The idea is to use the finite version of Euler's product : $\prod_{p\le N} \frac1{1-p^{-1}} =\prod_{p\le N} \left(1+\frac{1}{p}+\frac{1}{p^2}+\cdots\right)=\sum_{n\in S_N} \frac1n$
with $S_N$ the set of integers composed of prime factors $p\le N$

Since this set includes all the integers $n\le N$ we have :
$\prod_{p\le N} \frac1{1-p^{-1}} \ge H_N$

but the harmonic sum $H_N$ is well known to be greater than $\log(N+1)$ (use for example minoration by $\int_1^{N+1} \frac1n dn$).

So that (taking logarithms) we get : $\log(\log(N+1)) \le \sum_{p\le N} -\log\left(1-\frac1p\right)$ that we may replace in your inequality.
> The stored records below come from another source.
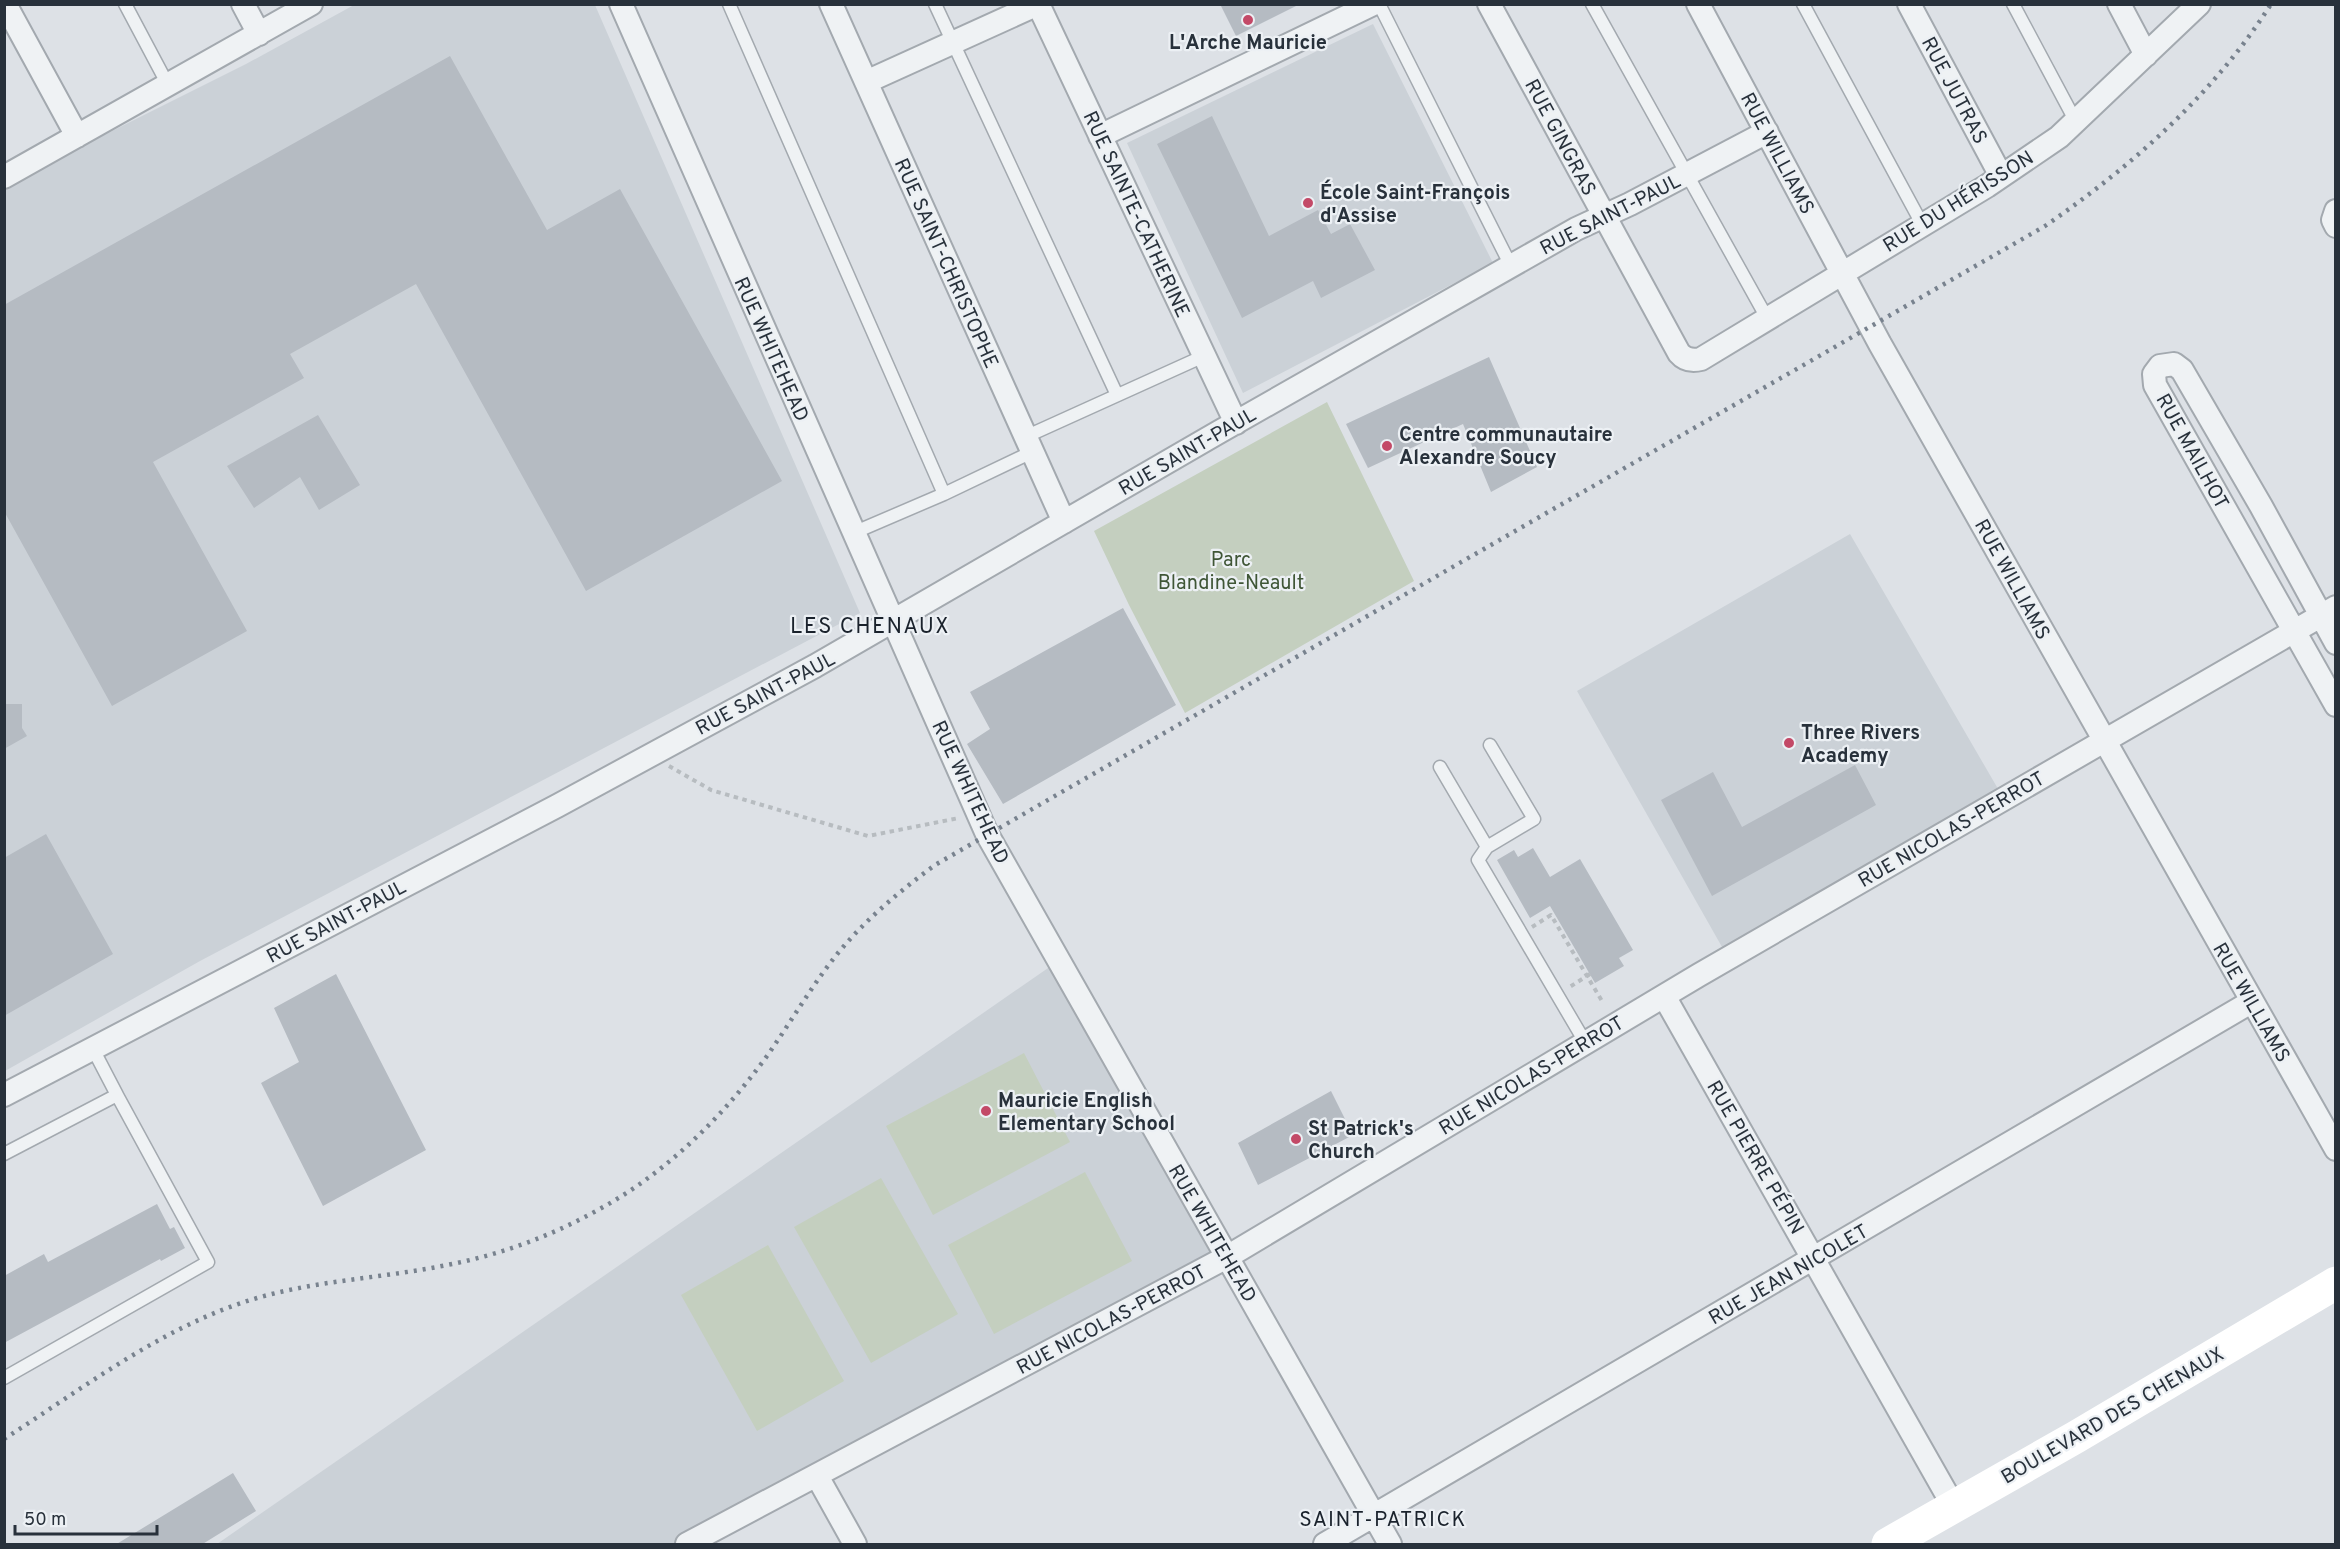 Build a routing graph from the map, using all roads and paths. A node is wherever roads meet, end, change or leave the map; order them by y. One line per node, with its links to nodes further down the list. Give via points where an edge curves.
1 (4, 4): 27 (street)
2 (124, 4): 24 (lane)
3 (243, 4): 20 (street)
4 (311, 4): 20 (street)
5 (621, 4): 46 (street, RUE WHITEHEAD)
6 (729, 4): 44 (lane)
7 (831, 4): 23 (street, RUE SAINT-CHRISTOPHE)
8 (935, 4): 21 (lane)
9 (1038, 4): 21 (street); 28 (street, RUE SAINTE-CATHERINE)
10 (1372, 4): 28 (street)
11 (1378, 4): 36 (lane)
12 (1489, 4): 33 (street, RUE GINGRAS)
13 (1592, 4): 29 (lane)
14 (1698, 4): 26 (street, RUE WILLIAMS)
15 (1803, 4): 34 (lane)
16 (1909, 4): 30 (street, RUE JUTRAS)
17 (2013, 4): 25 (lane)
18 (2119, 4): 22 (street)
19 (2199, 4): 22 (street, RUE DU HÉRISSON)
20 (259, 34): 24 (street)
21 (953, 43): 23 (street); 41 (lane)
22 (2146, 55): 25 (street, RUE DU HÉRISSON)
23 (866, 82): 43 (street, RUE SAINT-CHRISTOPHE)
24 (168, 85): 27 (street)
25 (2076, 122): 30 (street, RUE DU HÉRISSON)
26 (1767, 132): 29 (street, RUE SAINT-PAUL); 37 (street, RUE WILLIAMS)
27 (77, 136): 31 (street)
28 (1100, 136): 39 (street, RUE SAINTE-CATHERINE)
29 (1687, 174): 33 (street, RUE SAINT-PAUL); 38 (lane)
30 (2001, 176): 34 (street, RUE DU HÉRISSON)
31 (4, 177)
32 (2336, 211): 35 (street)
33 (1604, 216): 36 (street, RUE SAINT-PAUL); 40 (street, RUE GINGRAS, via 1679,353)
34 (1922, 224): 37 (street, RUE DU HÉRISSON)
35 (2336, 226)
36 (1511, 266): 42 (street, RUE SAINT-PAUL)
37 (1842, 273): 38 (street, RUE DU HÉRISSON); 52 (street, RUE WILLIAMS)
38 (1767, 318): 40 (street, RUE DU HÉRISSON, via 1701,358)
39 (1204, 356): 41 (lane); 42 (street, RUE SAINTE-CATHERINE)
40 (1690, 360)
41 (1118, 395): 43 (lane)
42 (1236, 423): 45 (street, RUE SAINT-PAUL)
43 (1029, 444): 44 (lane); 45 (street, RUE SAINT-CHRISTOPHE)
44 (944, 494): 46 (lane)
45 (1064, 522): 48 (street, RUE SAINT-PAUL)
46 (853, 532): 48 (street, RUE WHITEHEAD)
47 (2328, 611): 49 (street, RUE NICOLAS-PERROT); 49 (street, RUE MAILHOT, via 2182,370 2174,364 2160,366 2154,374 2156,385); 50 (street, RUE MAILHOT)
48 (893, 623): 54 (street, RUE SAINT-PAUL); 56 (street, RUE WHITEHEAD)
49 (2294, 631): 51 (street, RUE MAILHOT); 52 (street, RUE NICOLAS-PERROT)
50 (2336, 644)
51 (2336, 705)
52 (2104, 741): 61 (street, RUE NICOLAS-PERROT); 63 (street, RUE WILLIAMS)
53 (1490, 745): 57 (lane, via 1534,819)
54 (650, 756): 56 (path, via 711,790 868,836); 65 (street, RUE SAINT-PAUL)
55 (1440, 767): 57 (lane)
56 (978, 814): 70 (street, RUE WHITEHEAD)
57 (1487, 847): 60 (lane, via 1478,860)
58 (1528, 929): 59 (path, via 1551,915)
59 (1589, 975): 60 (path); 62 (path)
60 (1557, 994): 64 (lane)
61 (1664, 996): 64 (street, RUE NICOLAS-PERROT); 71 (street, RUE PIERRE PÉPIN)
62 (1602, 1001)
63 (2251, 1002): 68 (street, RUE WILLIAMS); 71 (street, RUE JEAN NICOLET)
64 (1586, 1042): 70 (street, RUE NICOLAS-PERROT)
65 (93, 1049): 66 (street, RUE SAINT-PAUL); 67 (lane)
66 (4, 1095)
67 (117, 1095): 69 (lane); 73 (lane, via 208,1262)
68 (2336, 1149)
69 (4, 1155)
70 (1227, 1257): 74 (street, RUE NICOLAS-PERROT); 76 (street, RUE WHITEHEAD)
71 (1814, 1259): 75 (street, RUE PIERRE PÉPIN); 76 (street, RUE JEAN NICOLET)
72 (2336, 1283): 75 (street, BOULEVARD DES CHENAUX)
73 (4, 1378)
74 (817, 1476): 77 (street, RUE NICOLAS-PERROT); 78 (street)
75 (1954, 1507): 81 (street, BOULEVARD DES CHENAUX)
76 (1374, 1516): 79 (street, RUE JEAN NICOLET); 80 (street, RUE WHITEHEAD)
77 (687, 1545)
78 (855, 1545)
79 (1325, 1545)
80 (1390, 1545)
81 (1888, 1545)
UPDATE2: Let's handle with more care this replacement to show that indeed : $\log(\log(N+1)) \leq \sum_{p \leq N} \frac{1}{p} +1$

from the convergent : $\ \displaystyle 0 \le \sum_{p\leq N} \left(-\log\left(1-\frac{1}{p}\right) - \frac{1}{p}\right) \leq \sum_{p \leq N} \frac{1}{p(p-1)}$
we get (adding the sum on $\frac1p$) : $ \sum_{p\leq N} \frac{1}{p}\le \sum_{p\leq N} -\log\left(1-\frac{1}{p}\right) \leq \sum_{p \leq N} \frac{1}{p-1}$ At this point we may use the previous result to get not your inequality but : $ \log(\log(N+1)) \le \sum_{p \leq N} \frac{1}{p-1}$

Let's use the fact that $\frac1{p-1}\le \frac1q$ (if $q$ is the prime before $p$) or $1$ (for $p=2$) to rewrite this as ('shifting' the primes and extracting $1$) : $ \log(\log(N+1)) \le 1+\left(\sum_{p \le N} \frac1p\right)-\frac1{p_N}\ ,\ \text{with }p_N\ \text{the largest prime}\ \le N$ this implies indeed : $ \log(\log(N+1)) \le 1+\sum_{p \le N} \frac1p$

We may replace the $1+$ term by $\frac12+$ by noticing that your initial inequality could have been (adding $2$ at the denominator) : $0 \lt -\log(1-x)-x \lt \frac{x^2}{2(1-x)}$ because the effect of this is to replace the majoration of $\frac1{p(p-1)}+\frac1p=\frac1{p-1}$ by $\frac1{2p(p-1)}+\frac1p=\frac{p+p-1}{2p(p-1)}=\frac12(\frac1{p-1}+\frac1p)$ so that the final inequality is replaced by : $ \log(\log(N+1)) \le \frac12\left(1+\sum_{p \le N} \frac1p+\sum_{p \le N} \frac1p\right)$


We could continue this way but better results may be proved (see for example the excellent Hardy&Wright 'An introduction to the theory of numbers')
using the function $\displaystyle C(x)=\sum_{p\le x} \frac{\log p}p$ and the equality $\displaystyle \sum_{p\le x}\frac1p=\frac{C(x)}{\log x}+\int_2^x \frac{C(t)}{t\ \log^2(t)}dt\ $ to get : $\sum_{p\le x}\frac1p= \log\log x+B_1+o(1)$ with $B_1$ the Merten's constant : $B_1=\gamma+\sum_p \log\left(1-\frac1p\right)+\frac1p$